→ **Your instructions**: Give back all of the data exactly as it stands, with the pictures removed.

→ **Stored records**:

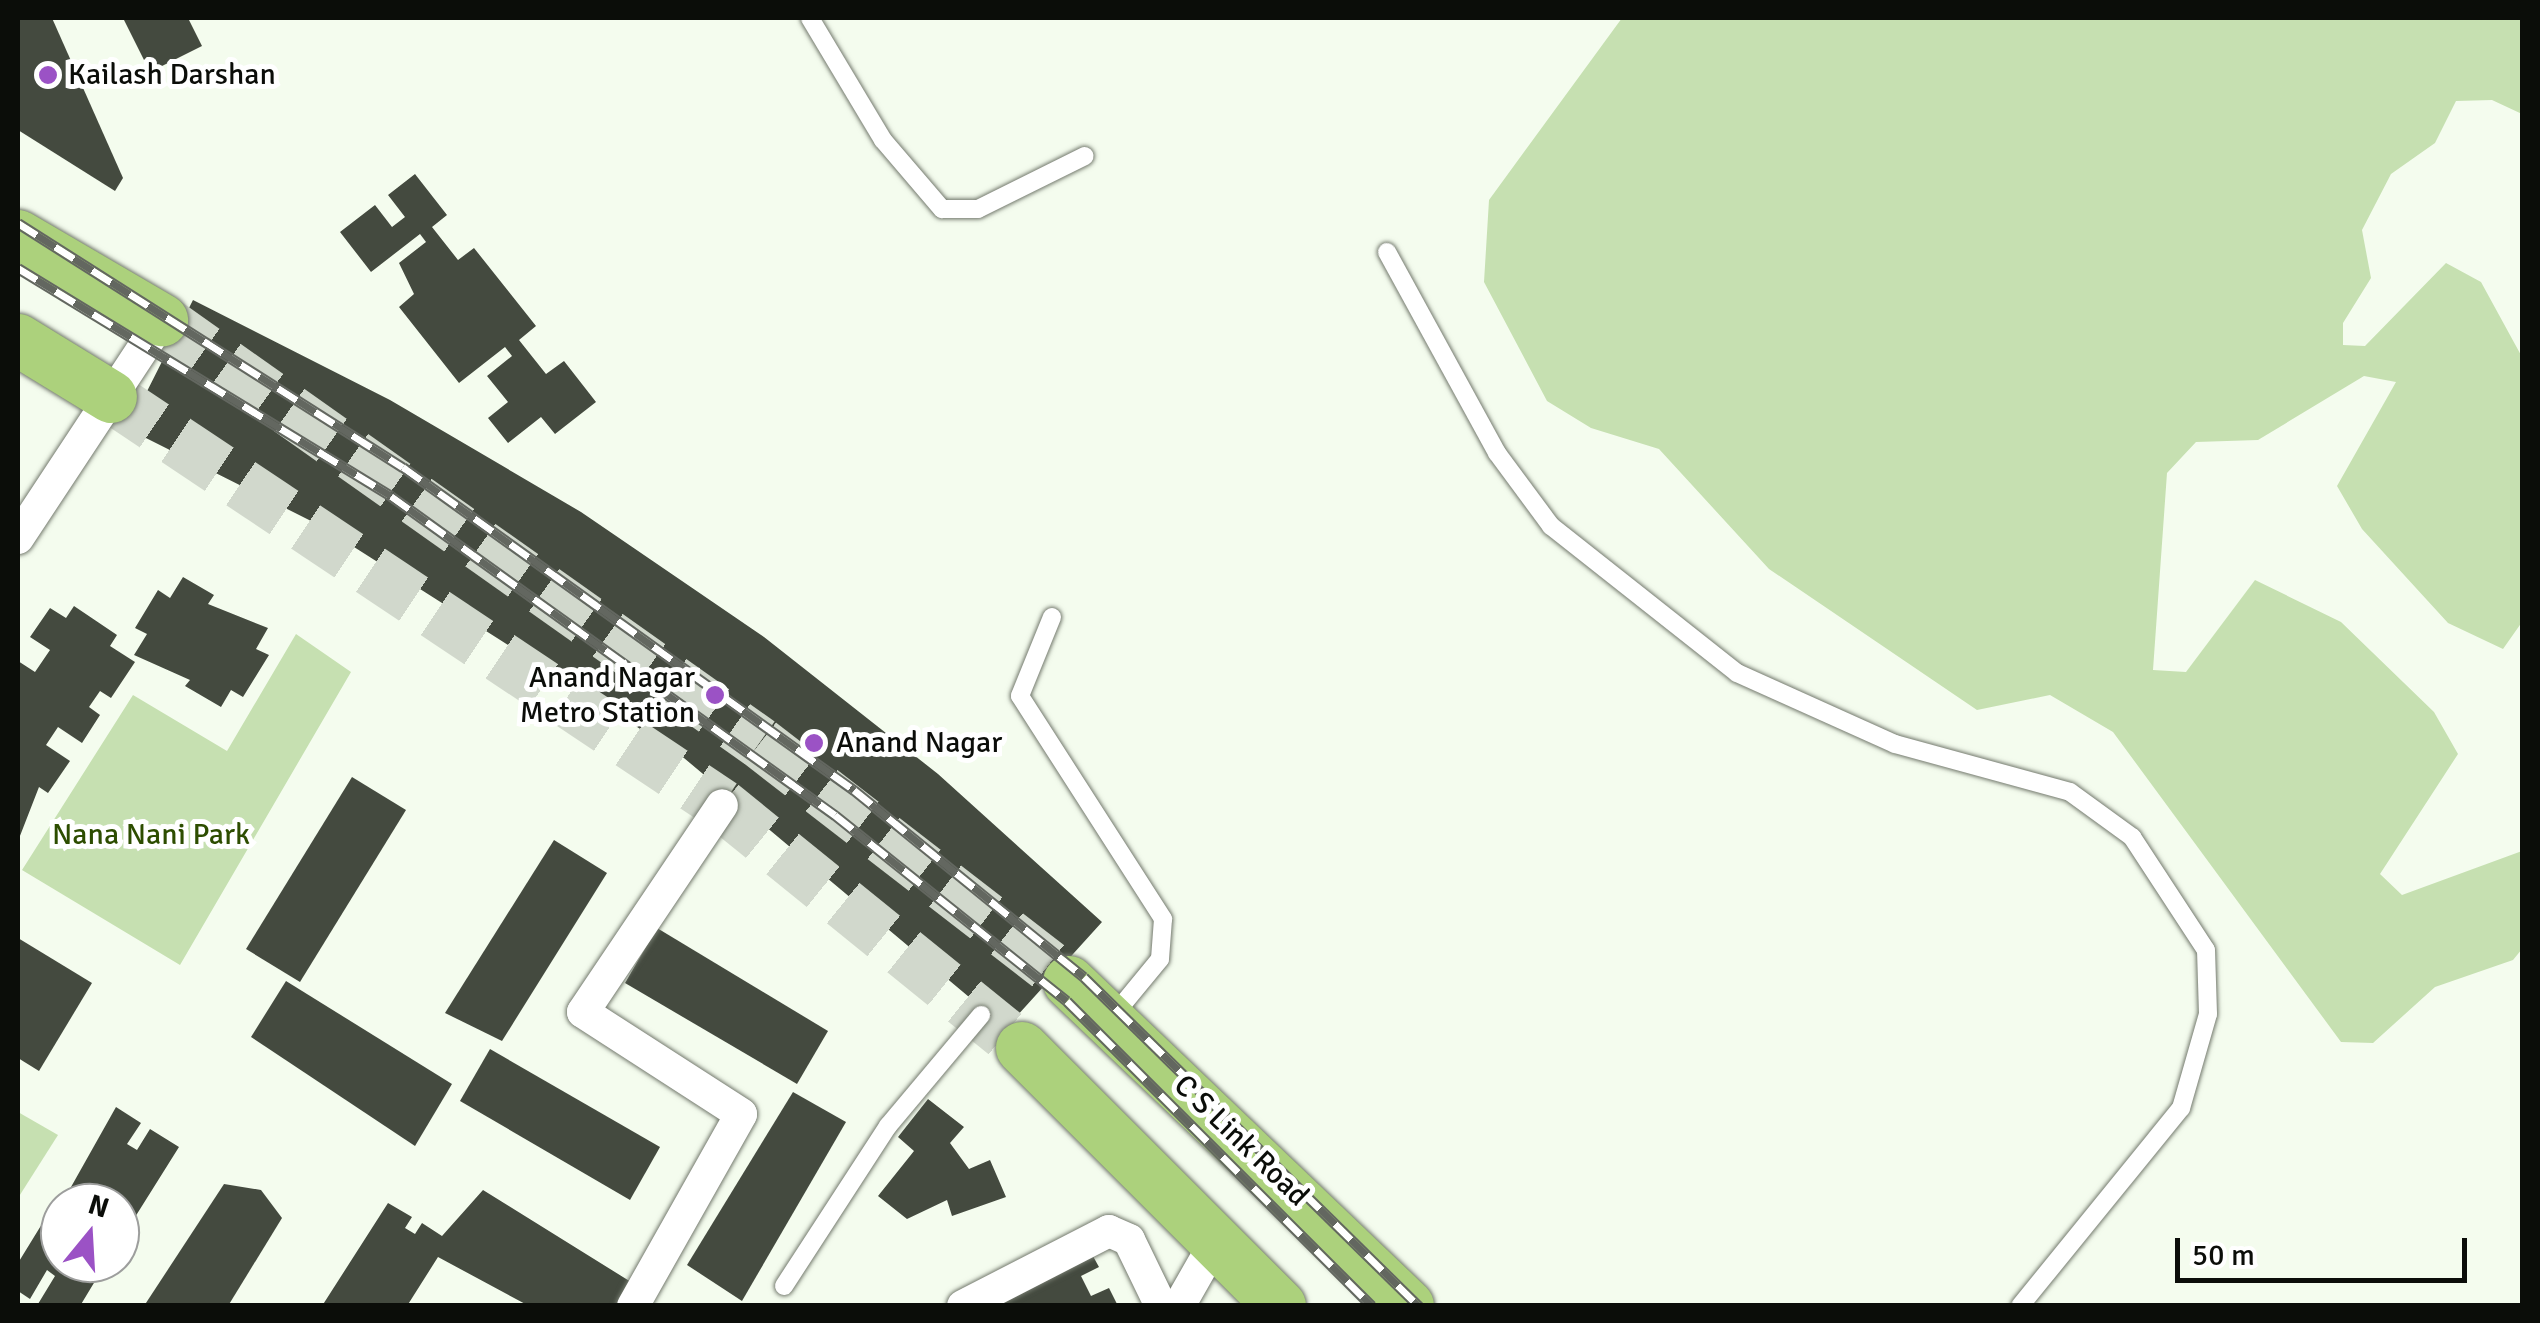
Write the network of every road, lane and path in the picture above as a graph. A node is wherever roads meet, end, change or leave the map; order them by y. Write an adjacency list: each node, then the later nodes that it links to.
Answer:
1 (810, 18): 2 (lane)
2 (1085, 156)
3 (18, 236): 5 (main road)
4 (1387, 252): 22 (lane)
5 (162, 320): 7 (street)
6 (18, 340): 7 (main road)
7 (110, 397): 8 (street)
8 (18, 538)
9 (1052, 617): 13 (lane)
10 (722, 805): 19 (street)
11 (1069, 982): 13 (main road, C S Link Road)
12 (981, 1015): 16 (lane)
13 (1112, 1017): 21 (main road, C S Link Road)
14 (1022, 1048): 15 (main road)
15 (1216, 1242): 17 (main road); 18 (street)
16 (784, 1286)
17 (1258, 1298)
18 (1171, 1304): 20 (street)
19 (633, 1306)
20 (963, 1306)
21 (1408, 1306)
22 (2020, 1306)

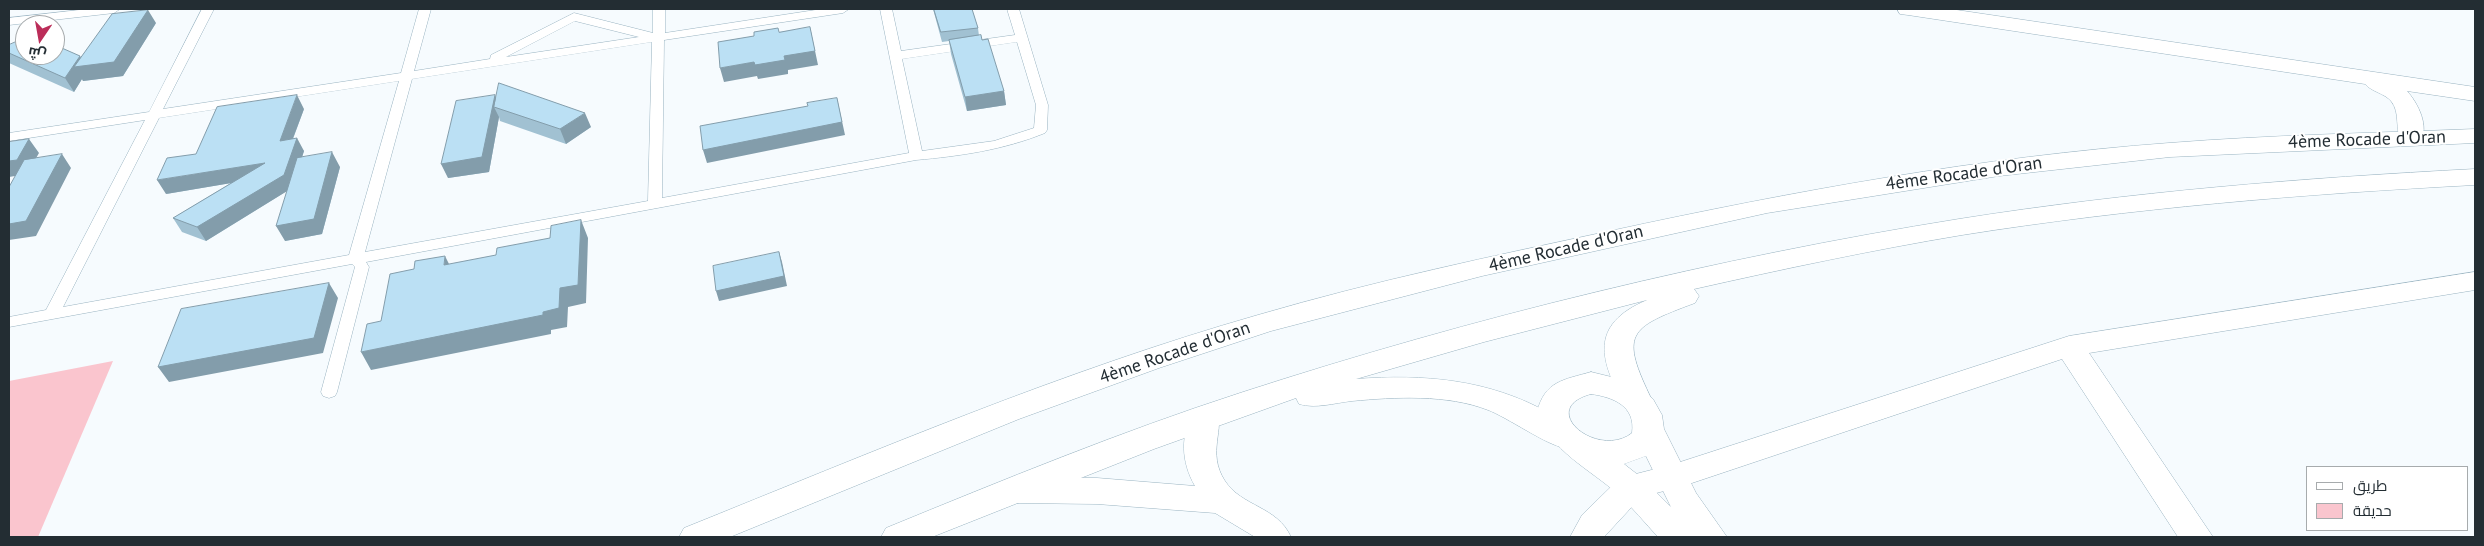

→ **Answer space**:
Write the network of every road, lane and path in the picture above as a graph. A node is wherever roads meet, end, change or leave the map; order them by y. Write an adjacency list: each node, then the later nodes that it links to.
Answer:
1 (810, 18): 2 (lane)
2 (1085, 156)
3 (18, 236): 5 (main road)
4 (1387, 252): 22 (lane)
5 (162, 320): 7 (street)
6 (18, 340): 7 (main road)
7 (110, 397): 8 (street)
8 (18, 538)
9 (1052, 617): 13 (lane)
10 (722, 805): 19 (street)
11 (1069, 982): 13 (main road, C S Link Road)
12 (981, 1015): 16 (lane)
13 (1112, 1017): 21 (main road, C S Link Road)
14 (1022, 1048): 15 (main road)
15 (1216, 1242): 17 (main road); 18 (street)
16 (784, 1286)
17 (1258, 1298)
18 (1171, 1304): 20 (street)
19 (633, 1306)
20 (963, 1306)
21 (1408, 1306)
22 (2020, 1306)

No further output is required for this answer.